- Last Updated on 07:44 AM 03/28/14
- BY Danielle Vaughn and Paula I. Bryant
A pair of black-masked bandits with omnivorous eating habits and dexterous paws recently tried to call Aquatic Bath located in the industrial park off Philpott Road in South Boston their new home.
When a truck full of bathware products arrived at the plant earlier this month, plant spokesperson Ronnie Hackney and co-workers were surprised to discover bathware wasn’t all that was in the delivery truck.
As the boxes were being unloaded, a gray and brown-furred raccoon scurried from one of the boxes, and quick-thinking employees chased the frisky rascal out of the plant.
Little did they know, another furry friend, much more shy than the first, lurked inside the delivery truck hidden out of sight.
No one saw the little fella with a black mask around its eyes and white fur around the mask with a stripe running from its forehead to its nose. And that’s the way he wanted to keep it.
However, a couple of days later he could hide no longer and his presence became very evident when the hunger and thirst-ravaged raccoon became bolder and very active at night inside the plant.
Raccoons, common throughout much of the United States and important furbearers, prefer living near streams, rivers, lakes and marshes, and they require trees, brush and other cover in the wild.
They usually make their homes in hollow trees, logs, rocky crevices or abandoned animal burrows.
But since he now found himself out of his element, the furry creature had to make do with what was at hand inside the Aquatics Bath plant.
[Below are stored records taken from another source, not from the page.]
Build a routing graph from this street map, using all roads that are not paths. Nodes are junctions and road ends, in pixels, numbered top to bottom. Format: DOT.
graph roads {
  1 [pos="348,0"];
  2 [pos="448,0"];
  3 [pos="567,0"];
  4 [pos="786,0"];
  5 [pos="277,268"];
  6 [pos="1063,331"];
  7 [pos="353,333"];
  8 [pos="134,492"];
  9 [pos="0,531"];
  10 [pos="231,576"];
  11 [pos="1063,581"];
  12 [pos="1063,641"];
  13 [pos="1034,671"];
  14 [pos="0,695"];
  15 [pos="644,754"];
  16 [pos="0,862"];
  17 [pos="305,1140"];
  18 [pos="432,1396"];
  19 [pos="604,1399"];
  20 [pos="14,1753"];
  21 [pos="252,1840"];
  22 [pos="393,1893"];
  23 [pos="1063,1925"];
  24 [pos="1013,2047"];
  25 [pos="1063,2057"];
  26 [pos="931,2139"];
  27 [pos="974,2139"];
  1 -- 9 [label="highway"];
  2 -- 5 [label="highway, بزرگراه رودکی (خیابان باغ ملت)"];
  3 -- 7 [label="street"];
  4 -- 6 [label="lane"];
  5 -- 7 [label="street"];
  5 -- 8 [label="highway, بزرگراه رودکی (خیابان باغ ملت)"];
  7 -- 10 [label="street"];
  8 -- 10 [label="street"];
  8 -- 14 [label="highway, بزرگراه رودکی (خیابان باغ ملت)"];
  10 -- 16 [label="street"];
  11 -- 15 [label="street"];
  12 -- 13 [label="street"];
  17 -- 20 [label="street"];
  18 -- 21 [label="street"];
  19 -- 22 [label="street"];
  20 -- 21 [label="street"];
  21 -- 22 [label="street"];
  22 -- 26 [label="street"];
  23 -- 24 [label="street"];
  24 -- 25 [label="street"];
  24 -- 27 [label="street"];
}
And that he did, all under the cover of darkness.
After a night of scavenging for food inside the plant, the now satisfied raccoon returned to his newfound hiding place, safe and sound and out of sight from the employees who came into work the next morning scratching their heads at what had gone on their workplace the night before.
They found numerous overturned trashcans, and litter scattered throughout the building.
“We just put two and two together that it was another raccoon,” Hackney said.
It had to be, because what else would have created such a mess, employees surmised.
Raccoons are opportunistic feeders, taking whatever is available. Fruits, berries, acorns, insects, fish, mollusks, grasshoppers, mice, birds, snakes, eggs and crayfish make up the bulk of their diet.
But when trapped inside a building filled with bathware, a resourceful raccoon makes do with whatever is available.
The raccoons caused no damage to any of the bathware products boxed up in the truck or in the plant. They just made a mess with the trash, Hackney said.
“No damage. He was just turning trash cans over trying to get something to eat or to find something to drink.”
With no corn, sorghum and other cultivated farm crops to feed on, leftover scraps and anything edible in those trashcans would have to suffice for the remaining raccoon.
After all, it had been days and possibly more than a week since the little critter had sought refuge in a box inside that big truck where he used to live in Florida.
According to Hackney, it appeared as though the two raccoons had nestled into the boxes before they were loaded onto the truck making the long trip to South Boston.
The pair had been trapped in the truck for about four to five days before arriving in South Boston, and Hackney said he has no idea how they survived.
Raccoons are intelligent and can adapt readily to living in close association with people, but this time the raccoon had ventured a little too close for comfort.
After surmising there was a second raccoon somewhere inside the plant, employees set up a “live trap” using sardines as bait and caught the rascal.
With the second black-masked bandit safely captured and under lock and key, Hackney said he drove it out into the country releasing the critter into the wild.
Hackney and his co-workers are still wondering how the rascally raccoons from Florida managed to survive all that time without food or water.
Things like this don’t happen often at Aquatics Bath, but they do liven up the place when they pay a visit to the plant every now and then.
These were not the first raccoonish visitors to the plant.
Hackney recalled another time several years ago when a raccoon got into the plant, and employees had to chase it away.
And there’s nothing much they can do to keep it from happening again, Hackney concluded.